Ney later persuaded Napoleon to abdicate and pledged his loyalty to the Bourbon restoration. But he returned to Napoleon’s side when Bonaparte came back to power in 1815. After Napoleon was defeated at Waterloo, Ney was tried for treason. At his execution he declined to wear a blindfold and gave the soldiers the order to fire. He reportedly said:
‘Soldiers, when I give the command to fire, fire straight at my heart. Wait for the order. It will be my last to you. I protest against my condemnation. I have fought a hundred battles for France, and not one against her.’
Chapter 18: The Sublime Napoleon
This disastrous retreat is a challenge for historians who want to believe in the grand designs of great men. But since Napoleon’s actions were neither right nor just, historians devise a new concept of greatness, attributed only to heroes, and entirely removed from the question of what is good. So for fifty years, the whole world has worshipped the sublime Napoleon Bonaparte.
There is no greatness where simplicity, goodness, and truth are absent.
No shockers here: Tolstoy still doesn't think much of Napoleon. And all the historians have got it wrong.
But that notional idea of ‘greatness’ sounds pertinent to our age. Leaders who can get away with gross injustice due to their larger-than-life personalities. You can do anything as long as you make it look grand. The normal rules do not apply.
A chapter for our times.
Thank you for reading
Thank you for reading and joining me on this slow read of War and Peace.
Before I go, a reminder that I am looking for testimonials to recommend this read-along to readers joining us in 2025. If you can help, just drop me a DM on Substack, send me an email or leave a comment below. And if you have enjoyed this post and found it helpful, please consider leaving me a tip over on Stripe. These donations always make my day and remind me that this project is worthwhile and finding a good home.
And that’s all for this week. I love to read your thoughts in the comments and the chat threads. Have a great week, and I’ll see everyone here next Sunday for more War and Peace 2024.
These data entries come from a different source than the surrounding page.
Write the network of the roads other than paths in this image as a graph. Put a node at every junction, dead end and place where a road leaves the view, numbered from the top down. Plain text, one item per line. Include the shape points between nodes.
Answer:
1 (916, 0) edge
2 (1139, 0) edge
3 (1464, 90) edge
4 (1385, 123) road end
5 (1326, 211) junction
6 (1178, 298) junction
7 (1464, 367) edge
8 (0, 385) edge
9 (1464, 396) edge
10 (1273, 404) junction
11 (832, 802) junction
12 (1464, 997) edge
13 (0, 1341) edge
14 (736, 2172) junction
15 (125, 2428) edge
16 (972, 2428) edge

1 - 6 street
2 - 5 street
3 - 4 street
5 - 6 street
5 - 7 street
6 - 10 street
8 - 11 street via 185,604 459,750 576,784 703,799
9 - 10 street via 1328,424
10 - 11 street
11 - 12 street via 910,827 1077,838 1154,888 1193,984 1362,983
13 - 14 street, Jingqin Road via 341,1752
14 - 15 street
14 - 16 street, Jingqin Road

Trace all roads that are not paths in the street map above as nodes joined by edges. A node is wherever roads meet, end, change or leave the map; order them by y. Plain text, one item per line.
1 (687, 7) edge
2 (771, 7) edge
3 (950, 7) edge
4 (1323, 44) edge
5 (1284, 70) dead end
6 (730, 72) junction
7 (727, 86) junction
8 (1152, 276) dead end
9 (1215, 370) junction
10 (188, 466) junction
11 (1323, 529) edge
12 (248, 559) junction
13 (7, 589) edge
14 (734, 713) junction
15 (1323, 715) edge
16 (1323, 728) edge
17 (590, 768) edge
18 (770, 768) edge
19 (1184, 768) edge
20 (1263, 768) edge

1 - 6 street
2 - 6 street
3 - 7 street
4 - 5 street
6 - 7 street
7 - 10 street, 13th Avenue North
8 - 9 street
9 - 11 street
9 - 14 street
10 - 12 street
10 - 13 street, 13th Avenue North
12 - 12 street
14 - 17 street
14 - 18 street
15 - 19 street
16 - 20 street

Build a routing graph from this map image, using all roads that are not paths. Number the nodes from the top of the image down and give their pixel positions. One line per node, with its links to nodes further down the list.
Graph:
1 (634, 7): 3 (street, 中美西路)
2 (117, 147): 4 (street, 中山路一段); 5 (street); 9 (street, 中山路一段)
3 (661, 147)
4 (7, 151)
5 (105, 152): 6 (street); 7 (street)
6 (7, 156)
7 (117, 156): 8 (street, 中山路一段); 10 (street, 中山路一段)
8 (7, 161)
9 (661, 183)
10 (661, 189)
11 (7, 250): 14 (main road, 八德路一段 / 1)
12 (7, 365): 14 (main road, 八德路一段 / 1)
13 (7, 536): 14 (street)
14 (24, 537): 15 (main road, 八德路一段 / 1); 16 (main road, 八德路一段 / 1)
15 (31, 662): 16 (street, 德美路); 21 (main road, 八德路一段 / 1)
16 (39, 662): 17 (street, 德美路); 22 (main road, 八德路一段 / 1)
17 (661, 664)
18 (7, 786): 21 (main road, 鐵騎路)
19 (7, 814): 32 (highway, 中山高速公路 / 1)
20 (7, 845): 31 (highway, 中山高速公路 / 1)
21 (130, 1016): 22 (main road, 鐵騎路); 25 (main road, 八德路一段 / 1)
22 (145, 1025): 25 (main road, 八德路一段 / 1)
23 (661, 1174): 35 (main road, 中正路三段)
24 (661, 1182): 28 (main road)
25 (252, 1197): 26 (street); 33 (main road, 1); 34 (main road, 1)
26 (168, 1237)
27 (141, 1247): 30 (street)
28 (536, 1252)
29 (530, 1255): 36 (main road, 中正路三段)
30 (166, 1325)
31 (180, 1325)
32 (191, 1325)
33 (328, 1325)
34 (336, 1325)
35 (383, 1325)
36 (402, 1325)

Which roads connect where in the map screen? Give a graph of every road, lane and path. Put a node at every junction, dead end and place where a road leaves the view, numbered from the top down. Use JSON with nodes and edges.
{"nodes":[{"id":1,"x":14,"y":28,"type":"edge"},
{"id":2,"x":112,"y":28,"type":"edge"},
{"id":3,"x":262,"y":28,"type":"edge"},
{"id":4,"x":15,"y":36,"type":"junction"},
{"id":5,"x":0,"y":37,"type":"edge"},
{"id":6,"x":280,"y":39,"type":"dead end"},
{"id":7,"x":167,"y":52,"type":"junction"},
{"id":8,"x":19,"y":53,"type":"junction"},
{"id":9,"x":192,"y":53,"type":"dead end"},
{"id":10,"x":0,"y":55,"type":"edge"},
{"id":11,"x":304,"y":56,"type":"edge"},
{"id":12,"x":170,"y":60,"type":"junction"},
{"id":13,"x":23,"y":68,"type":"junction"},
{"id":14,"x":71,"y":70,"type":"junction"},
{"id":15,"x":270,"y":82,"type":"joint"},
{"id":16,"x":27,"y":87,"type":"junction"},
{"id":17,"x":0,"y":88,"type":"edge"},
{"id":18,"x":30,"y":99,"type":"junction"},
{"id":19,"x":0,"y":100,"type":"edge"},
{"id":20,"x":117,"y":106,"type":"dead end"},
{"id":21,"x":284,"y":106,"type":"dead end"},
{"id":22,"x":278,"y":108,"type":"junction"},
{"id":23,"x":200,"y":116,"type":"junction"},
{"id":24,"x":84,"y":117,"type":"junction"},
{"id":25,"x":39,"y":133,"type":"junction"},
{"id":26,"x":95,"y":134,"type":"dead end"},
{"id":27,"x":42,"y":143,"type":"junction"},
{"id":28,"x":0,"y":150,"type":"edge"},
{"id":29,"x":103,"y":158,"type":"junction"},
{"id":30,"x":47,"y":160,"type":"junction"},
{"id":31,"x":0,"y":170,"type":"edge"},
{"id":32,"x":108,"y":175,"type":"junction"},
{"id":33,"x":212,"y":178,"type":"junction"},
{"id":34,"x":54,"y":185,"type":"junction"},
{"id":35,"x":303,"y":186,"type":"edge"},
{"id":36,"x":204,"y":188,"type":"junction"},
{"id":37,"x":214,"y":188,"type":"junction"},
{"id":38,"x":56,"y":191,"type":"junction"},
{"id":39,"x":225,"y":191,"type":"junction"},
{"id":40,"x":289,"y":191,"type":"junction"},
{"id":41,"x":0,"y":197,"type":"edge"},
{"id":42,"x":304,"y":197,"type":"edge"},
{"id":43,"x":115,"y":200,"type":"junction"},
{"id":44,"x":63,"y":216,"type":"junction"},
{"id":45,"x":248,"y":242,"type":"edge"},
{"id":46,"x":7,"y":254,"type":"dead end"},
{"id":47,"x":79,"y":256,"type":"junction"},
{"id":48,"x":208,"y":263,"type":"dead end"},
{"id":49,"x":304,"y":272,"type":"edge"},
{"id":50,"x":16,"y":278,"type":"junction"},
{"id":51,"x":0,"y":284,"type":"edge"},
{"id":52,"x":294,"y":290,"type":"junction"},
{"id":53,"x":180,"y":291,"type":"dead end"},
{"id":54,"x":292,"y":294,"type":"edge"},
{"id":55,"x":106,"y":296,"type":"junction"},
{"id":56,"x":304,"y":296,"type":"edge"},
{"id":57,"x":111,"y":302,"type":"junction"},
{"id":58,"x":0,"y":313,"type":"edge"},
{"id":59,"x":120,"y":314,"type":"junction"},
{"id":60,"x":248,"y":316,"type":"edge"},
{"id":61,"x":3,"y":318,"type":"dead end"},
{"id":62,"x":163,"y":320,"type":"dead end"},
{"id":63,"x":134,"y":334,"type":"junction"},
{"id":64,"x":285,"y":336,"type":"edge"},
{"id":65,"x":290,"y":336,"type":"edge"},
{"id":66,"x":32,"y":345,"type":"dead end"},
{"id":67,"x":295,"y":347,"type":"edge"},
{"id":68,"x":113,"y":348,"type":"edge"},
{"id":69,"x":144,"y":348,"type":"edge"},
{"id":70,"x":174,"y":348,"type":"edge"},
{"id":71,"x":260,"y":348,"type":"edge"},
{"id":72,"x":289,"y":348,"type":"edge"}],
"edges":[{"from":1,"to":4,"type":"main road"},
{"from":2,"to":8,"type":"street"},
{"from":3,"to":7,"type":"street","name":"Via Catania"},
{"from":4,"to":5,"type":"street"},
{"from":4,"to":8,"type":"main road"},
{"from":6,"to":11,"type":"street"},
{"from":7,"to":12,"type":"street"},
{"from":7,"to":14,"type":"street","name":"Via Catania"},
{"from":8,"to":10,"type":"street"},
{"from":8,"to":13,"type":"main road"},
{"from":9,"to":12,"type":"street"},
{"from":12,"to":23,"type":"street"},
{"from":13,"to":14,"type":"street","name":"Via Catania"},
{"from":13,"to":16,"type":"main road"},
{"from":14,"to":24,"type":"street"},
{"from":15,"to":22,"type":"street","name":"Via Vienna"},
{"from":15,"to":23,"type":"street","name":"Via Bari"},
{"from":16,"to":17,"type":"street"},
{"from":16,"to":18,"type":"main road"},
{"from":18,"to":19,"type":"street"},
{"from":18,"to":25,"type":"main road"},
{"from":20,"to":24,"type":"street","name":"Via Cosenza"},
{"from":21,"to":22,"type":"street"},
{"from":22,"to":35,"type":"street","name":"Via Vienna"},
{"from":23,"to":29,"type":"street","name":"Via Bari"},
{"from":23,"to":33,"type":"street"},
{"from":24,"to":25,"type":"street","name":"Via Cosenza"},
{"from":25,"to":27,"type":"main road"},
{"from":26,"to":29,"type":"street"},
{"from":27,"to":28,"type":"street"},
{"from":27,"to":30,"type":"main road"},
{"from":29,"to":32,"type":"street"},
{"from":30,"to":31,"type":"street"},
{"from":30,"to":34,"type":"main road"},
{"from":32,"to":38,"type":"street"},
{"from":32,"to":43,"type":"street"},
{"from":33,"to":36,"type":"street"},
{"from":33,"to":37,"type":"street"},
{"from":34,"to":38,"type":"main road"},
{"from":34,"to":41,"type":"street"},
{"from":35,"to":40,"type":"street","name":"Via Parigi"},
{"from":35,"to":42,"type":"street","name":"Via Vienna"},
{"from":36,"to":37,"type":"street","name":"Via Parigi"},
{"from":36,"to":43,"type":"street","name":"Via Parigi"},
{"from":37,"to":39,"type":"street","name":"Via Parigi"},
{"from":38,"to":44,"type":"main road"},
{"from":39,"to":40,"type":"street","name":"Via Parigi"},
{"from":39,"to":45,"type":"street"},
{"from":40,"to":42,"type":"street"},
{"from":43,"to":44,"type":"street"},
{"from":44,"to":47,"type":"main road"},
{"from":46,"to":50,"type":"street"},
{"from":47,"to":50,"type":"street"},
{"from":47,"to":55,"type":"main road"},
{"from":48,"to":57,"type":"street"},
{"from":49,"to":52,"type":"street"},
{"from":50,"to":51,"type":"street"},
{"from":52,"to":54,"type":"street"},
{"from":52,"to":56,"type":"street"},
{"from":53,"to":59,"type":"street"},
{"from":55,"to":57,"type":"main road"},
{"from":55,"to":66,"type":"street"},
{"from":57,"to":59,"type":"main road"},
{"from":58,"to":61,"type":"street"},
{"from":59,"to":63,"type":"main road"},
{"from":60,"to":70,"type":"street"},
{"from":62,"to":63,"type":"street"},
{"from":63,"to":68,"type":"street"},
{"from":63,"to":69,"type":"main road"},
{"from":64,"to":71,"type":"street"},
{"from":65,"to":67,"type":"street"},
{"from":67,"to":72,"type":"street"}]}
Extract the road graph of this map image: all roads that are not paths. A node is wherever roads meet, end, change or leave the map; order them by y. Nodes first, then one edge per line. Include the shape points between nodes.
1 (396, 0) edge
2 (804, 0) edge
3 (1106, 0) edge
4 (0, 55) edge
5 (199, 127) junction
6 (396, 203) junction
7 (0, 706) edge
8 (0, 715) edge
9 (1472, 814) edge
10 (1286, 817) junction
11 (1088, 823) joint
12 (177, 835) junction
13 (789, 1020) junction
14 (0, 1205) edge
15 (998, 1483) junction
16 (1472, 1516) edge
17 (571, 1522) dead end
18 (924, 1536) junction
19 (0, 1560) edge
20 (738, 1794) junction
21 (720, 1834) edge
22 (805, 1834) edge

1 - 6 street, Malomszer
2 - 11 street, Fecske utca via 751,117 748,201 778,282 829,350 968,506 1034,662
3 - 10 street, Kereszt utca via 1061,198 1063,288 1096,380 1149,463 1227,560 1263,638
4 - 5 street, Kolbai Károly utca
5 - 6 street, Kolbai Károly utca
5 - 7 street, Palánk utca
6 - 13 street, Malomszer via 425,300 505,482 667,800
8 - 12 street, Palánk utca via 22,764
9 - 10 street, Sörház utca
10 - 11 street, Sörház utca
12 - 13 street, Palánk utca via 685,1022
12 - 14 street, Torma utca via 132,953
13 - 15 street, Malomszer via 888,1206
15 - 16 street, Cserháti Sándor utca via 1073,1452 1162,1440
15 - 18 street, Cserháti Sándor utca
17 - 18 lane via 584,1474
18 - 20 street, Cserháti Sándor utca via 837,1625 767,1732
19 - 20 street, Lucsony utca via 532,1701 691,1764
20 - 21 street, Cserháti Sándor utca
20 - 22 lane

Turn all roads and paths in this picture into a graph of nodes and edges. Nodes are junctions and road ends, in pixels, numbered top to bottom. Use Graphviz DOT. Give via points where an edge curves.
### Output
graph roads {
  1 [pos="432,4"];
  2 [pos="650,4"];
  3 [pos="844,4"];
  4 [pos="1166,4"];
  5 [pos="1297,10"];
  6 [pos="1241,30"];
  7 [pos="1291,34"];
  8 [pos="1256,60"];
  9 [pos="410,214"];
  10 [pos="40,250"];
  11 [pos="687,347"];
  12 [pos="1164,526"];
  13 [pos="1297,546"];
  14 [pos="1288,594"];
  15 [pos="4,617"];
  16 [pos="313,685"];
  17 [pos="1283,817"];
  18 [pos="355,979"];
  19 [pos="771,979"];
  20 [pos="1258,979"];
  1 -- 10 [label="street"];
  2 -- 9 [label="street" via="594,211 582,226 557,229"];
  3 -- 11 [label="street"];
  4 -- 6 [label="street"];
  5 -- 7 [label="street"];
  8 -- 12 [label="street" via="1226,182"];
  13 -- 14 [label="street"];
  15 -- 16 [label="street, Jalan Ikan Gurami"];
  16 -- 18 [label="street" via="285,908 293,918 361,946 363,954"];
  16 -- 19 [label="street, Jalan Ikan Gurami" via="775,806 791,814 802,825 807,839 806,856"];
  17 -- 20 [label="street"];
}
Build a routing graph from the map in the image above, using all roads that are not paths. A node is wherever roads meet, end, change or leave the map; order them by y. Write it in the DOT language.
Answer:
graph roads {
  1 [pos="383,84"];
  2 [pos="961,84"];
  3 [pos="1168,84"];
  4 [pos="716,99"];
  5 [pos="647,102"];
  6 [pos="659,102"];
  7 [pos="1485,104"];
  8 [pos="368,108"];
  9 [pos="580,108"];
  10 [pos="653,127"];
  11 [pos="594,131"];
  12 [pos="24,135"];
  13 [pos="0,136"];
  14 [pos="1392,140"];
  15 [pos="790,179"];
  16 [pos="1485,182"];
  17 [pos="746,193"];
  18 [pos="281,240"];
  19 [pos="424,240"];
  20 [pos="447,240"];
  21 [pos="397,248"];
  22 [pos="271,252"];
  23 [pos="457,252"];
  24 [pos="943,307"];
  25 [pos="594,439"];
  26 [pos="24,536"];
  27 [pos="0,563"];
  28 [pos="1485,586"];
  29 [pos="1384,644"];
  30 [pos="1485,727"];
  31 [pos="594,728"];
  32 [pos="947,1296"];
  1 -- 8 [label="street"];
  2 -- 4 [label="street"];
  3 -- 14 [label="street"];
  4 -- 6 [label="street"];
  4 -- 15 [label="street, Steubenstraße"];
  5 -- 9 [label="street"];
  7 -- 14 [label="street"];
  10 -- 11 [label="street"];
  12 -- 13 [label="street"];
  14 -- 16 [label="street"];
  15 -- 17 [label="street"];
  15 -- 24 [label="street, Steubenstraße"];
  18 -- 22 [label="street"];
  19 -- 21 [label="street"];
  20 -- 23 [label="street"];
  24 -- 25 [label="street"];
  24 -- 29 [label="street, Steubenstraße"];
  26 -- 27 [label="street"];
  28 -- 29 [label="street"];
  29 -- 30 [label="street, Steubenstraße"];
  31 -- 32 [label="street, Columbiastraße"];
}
I am looking at the book of War and Peace I have purchased for my re-read next year (this year was on kindle) and I can't believe we are so close to the end of this epic read. I would not have thought when we started I would want to read it again so soon but there you go! Have enjoyed it so much my family secret Santa this year is getting a gift subscription of Footnotes and Tangents and a copy of War and Peace. I am keen to know where the last stages of this book will take us, we seem so far from those days of carefree parties and trivial concerns. Enjoyed the links this week too, especially the story.
These Pierre chapters are quite profound; I love your acknowledgment that the meaning in them shifts as our life experience and wisdom grow. Thank you for including the link to the Kaufman essay.
The more I see of Vereshchagin’s art, the more I enjoy it. I first came across it in some of the references included in Figes’ excellent book, Natasha’s Dance.